Iman Boundaoui

Iman Nacer Boundaoui is a somatic practitioner and facilitator with a deep commitment to working with individuals and communities to heal and transform collective, intergenerational and politicized trauma. As a practitioner, she grounds in her indigenous North African cultural and spiritual wisdom lineages, and draws from traditional African-Sufi healing and embodiment practices, which she resources from in her own life and healing.

Iman is also an attorney and has practiced as a social-impact litigator, civil rights litigator and immigrant rights activist and organizer, working with individuals, communities and social justice organizations to curb the impact of state-sponsored discrimination and corrosive profit-driven corporate behavior and policy.

Her experiences working with law and policy to defend human life and dignity led Iman to seek out alternative pathways to working with individuals and communities in their fight for safety, dignity and belonging.

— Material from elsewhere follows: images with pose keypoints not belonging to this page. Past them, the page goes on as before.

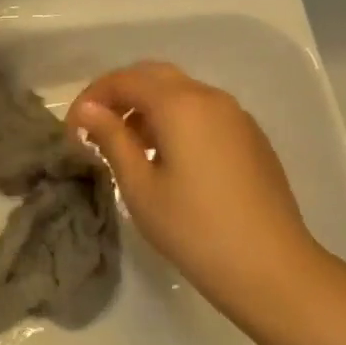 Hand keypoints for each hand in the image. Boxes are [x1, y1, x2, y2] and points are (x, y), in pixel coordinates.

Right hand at [66, 62, 323, 321]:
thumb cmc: (194, 228)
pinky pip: (203, 112)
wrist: (272, 268)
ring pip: (181, 92)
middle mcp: (210, 97)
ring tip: (128, 147)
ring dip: (148, 107)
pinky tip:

After a few years of training with the Strozzi Institute as a practitioner, she is now a teacher-trainee at SI, where she continues the fight for wholeness and justice that she began years ago as a lawyer. When she’s not reading, writing, thinking about, or facilitating embodied transformation and healing work, you can find her hiking and foraging for wild herbs in the Santa Cruz mountains, a place she currently calls home that closely resembles her ancestral homeland in the Atlas Mountains.